Every line of the records that holds the word "linecap" should be copied.
**** RECORDS FOR THE TASK
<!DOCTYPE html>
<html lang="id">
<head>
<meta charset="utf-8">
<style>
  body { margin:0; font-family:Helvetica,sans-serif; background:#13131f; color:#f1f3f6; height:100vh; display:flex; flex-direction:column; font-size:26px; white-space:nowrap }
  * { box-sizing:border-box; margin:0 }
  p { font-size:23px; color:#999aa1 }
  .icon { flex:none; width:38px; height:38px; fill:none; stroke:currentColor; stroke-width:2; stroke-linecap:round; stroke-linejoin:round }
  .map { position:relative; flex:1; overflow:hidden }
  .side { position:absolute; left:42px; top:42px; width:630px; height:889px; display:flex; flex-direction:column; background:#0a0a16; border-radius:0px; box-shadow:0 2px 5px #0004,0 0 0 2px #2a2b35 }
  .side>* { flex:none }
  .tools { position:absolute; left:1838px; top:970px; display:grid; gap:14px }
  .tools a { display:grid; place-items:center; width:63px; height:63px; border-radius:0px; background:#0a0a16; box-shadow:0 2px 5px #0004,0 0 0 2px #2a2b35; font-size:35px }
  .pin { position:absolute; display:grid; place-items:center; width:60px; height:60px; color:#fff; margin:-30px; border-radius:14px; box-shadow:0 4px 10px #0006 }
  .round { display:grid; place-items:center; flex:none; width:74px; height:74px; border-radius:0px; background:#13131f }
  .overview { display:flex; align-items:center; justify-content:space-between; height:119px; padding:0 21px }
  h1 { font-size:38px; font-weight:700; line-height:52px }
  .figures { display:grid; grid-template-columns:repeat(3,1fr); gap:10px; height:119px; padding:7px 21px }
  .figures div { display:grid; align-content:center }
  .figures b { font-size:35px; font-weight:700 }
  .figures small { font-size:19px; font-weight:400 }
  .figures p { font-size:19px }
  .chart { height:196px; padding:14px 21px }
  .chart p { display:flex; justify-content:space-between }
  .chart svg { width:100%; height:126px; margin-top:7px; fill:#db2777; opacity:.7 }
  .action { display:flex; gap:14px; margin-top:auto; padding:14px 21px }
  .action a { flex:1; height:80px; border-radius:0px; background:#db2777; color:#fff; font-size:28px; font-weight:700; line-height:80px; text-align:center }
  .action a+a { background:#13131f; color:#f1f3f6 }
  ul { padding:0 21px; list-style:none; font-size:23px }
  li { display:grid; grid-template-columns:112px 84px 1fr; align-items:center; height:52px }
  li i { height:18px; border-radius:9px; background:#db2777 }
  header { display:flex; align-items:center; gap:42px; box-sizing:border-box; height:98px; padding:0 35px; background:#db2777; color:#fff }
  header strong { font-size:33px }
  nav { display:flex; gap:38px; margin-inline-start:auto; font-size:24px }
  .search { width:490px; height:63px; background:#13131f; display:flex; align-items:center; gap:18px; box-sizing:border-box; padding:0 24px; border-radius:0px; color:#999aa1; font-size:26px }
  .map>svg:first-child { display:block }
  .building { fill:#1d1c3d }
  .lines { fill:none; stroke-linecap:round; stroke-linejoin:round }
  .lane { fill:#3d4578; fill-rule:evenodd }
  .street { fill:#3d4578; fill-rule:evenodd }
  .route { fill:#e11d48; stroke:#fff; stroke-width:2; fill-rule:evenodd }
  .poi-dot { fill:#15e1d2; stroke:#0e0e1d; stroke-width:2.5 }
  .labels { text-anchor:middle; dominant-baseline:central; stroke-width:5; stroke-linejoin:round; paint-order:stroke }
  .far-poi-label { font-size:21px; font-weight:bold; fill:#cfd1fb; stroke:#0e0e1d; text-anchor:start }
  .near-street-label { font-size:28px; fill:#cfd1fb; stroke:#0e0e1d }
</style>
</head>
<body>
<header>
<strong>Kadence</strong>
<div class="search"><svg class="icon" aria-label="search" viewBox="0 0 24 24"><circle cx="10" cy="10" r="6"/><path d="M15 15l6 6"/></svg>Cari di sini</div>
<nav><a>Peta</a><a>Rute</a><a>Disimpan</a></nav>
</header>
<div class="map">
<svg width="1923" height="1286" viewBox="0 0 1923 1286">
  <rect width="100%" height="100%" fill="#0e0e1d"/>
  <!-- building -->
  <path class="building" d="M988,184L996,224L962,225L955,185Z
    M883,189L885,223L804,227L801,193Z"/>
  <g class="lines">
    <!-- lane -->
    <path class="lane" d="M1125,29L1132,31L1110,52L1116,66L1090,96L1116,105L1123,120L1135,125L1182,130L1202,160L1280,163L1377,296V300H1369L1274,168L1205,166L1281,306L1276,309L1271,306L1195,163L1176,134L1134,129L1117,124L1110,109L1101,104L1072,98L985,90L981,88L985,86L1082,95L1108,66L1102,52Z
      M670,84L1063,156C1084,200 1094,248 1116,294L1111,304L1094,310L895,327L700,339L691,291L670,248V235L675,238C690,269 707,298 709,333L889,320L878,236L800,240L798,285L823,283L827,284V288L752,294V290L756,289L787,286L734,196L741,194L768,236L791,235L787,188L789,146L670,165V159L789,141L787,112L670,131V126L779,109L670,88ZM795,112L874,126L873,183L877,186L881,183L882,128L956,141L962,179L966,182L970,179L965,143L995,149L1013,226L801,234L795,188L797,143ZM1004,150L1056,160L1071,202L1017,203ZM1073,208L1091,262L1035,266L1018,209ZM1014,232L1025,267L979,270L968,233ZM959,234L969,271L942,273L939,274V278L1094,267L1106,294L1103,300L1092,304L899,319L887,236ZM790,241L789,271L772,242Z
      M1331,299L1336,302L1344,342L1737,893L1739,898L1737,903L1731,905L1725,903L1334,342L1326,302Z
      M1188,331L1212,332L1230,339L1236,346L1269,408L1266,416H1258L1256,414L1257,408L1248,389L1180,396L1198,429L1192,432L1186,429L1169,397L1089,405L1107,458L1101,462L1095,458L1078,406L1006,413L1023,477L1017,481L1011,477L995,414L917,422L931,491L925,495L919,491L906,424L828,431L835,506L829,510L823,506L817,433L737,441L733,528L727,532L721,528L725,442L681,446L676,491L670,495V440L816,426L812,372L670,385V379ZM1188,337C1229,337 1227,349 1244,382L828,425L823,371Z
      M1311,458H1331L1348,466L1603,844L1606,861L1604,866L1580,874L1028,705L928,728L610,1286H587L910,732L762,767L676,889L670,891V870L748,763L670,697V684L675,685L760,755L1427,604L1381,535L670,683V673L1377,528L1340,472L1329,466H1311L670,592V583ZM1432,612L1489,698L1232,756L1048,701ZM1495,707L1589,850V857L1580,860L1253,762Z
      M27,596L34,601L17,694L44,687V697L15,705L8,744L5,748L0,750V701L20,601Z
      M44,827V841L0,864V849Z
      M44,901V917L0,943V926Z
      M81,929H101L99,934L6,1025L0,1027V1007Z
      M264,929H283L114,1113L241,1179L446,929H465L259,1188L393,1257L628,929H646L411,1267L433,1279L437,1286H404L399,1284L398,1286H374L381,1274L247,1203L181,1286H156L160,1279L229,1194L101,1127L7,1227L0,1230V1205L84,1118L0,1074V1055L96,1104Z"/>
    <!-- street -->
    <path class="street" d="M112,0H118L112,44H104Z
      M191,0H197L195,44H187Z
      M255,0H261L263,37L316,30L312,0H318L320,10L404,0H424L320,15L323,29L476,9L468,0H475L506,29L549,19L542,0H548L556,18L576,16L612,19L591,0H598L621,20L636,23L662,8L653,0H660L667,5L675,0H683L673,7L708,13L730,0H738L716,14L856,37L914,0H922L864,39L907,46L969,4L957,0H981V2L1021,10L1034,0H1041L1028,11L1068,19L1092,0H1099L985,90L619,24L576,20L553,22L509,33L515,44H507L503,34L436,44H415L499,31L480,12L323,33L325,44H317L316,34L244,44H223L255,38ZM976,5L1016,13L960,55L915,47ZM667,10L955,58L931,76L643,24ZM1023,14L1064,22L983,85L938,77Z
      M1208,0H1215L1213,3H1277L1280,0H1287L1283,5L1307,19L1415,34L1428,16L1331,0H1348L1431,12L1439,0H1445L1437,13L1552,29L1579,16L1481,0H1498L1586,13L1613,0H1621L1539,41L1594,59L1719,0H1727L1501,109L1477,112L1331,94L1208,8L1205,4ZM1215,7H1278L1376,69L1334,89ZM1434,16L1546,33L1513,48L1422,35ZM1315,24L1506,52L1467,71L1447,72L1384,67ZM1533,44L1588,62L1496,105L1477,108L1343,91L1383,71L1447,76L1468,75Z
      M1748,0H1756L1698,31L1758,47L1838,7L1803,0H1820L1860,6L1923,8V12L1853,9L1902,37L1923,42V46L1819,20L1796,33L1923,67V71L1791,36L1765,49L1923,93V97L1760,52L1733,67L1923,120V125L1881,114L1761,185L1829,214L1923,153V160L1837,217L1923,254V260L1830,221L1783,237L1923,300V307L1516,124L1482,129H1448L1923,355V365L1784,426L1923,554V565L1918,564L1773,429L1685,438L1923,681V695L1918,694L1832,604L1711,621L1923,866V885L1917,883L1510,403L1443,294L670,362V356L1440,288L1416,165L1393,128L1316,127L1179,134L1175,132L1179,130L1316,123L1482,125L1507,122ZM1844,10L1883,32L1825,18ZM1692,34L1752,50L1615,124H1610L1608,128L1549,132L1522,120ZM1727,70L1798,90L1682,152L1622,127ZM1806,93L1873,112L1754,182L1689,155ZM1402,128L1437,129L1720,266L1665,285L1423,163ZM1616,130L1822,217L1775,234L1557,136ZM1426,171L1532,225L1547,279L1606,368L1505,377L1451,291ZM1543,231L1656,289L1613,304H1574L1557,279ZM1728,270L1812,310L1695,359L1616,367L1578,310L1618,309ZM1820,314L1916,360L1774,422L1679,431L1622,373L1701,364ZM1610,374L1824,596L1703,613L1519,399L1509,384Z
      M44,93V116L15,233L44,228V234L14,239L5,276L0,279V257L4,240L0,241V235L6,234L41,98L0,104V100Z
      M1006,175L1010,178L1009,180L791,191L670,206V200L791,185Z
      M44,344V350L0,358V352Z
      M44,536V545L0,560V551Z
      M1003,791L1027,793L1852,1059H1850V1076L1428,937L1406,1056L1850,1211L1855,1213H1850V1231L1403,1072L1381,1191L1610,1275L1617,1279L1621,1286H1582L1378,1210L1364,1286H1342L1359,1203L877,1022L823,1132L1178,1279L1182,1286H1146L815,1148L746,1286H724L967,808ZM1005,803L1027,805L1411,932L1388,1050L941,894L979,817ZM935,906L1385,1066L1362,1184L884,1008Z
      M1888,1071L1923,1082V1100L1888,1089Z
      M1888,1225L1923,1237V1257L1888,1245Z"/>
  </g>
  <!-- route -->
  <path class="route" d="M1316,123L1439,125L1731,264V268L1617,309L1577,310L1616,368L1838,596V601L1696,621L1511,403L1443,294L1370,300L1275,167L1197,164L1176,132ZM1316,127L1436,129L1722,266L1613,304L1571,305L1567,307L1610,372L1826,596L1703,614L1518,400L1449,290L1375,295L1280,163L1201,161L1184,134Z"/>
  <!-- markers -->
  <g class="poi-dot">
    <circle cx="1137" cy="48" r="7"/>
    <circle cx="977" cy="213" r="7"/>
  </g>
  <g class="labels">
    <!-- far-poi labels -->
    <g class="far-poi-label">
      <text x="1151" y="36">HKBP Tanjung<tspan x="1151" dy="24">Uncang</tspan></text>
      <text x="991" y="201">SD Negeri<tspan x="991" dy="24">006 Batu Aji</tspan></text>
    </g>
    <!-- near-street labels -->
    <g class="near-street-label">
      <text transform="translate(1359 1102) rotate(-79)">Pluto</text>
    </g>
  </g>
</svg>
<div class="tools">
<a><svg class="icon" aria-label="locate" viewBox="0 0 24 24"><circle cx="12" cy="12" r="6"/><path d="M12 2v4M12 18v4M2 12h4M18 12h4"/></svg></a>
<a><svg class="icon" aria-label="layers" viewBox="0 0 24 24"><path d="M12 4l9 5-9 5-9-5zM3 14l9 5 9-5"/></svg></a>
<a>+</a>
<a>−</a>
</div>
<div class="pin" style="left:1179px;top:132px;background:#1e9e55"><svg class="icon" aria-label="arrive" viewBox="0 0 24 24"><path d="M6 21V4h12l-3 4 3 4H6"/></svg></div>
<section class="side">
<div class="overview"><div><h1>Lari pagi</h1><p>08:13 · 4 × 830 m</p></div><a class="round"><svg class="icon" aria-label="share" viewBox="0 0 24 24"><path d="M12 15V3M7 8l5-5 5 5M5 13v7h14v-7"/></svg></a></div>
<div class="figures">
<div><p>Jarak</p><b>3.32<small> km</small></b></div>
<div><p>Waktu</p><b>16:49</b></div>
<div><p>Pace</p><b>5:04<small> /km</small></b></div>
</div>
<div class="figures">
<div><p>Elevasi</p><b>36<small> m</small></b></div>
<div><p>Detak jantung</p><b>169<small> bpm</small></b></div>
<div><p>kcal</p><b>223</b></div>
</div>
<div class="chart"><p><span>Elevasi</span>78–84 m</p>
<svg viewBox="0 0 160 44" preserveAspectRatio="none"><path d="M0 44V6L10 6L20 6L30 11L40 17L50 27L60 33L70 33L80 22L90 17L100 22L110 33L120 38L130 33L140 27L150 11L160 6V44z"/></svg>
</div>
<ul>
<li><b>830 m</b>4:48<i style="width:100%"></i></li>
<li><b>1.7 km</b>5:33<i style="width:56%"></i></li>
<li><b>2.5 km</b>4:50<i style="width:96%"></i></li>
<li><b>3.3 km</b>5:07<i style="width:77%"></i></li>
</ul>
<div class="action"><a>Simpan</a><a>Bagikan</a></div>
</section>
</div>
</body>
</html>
********
▶ [RESULT OF THE EXERCISE]:
  .icon { flex:none; width:38px; height:38px; fill:none; stroke:currentColor; stroke-width:2; stroke-linecap:round; stroke-linejoin:round }
  .lines { fill:none; stroke-linecap:round; stroke-linejoin:round }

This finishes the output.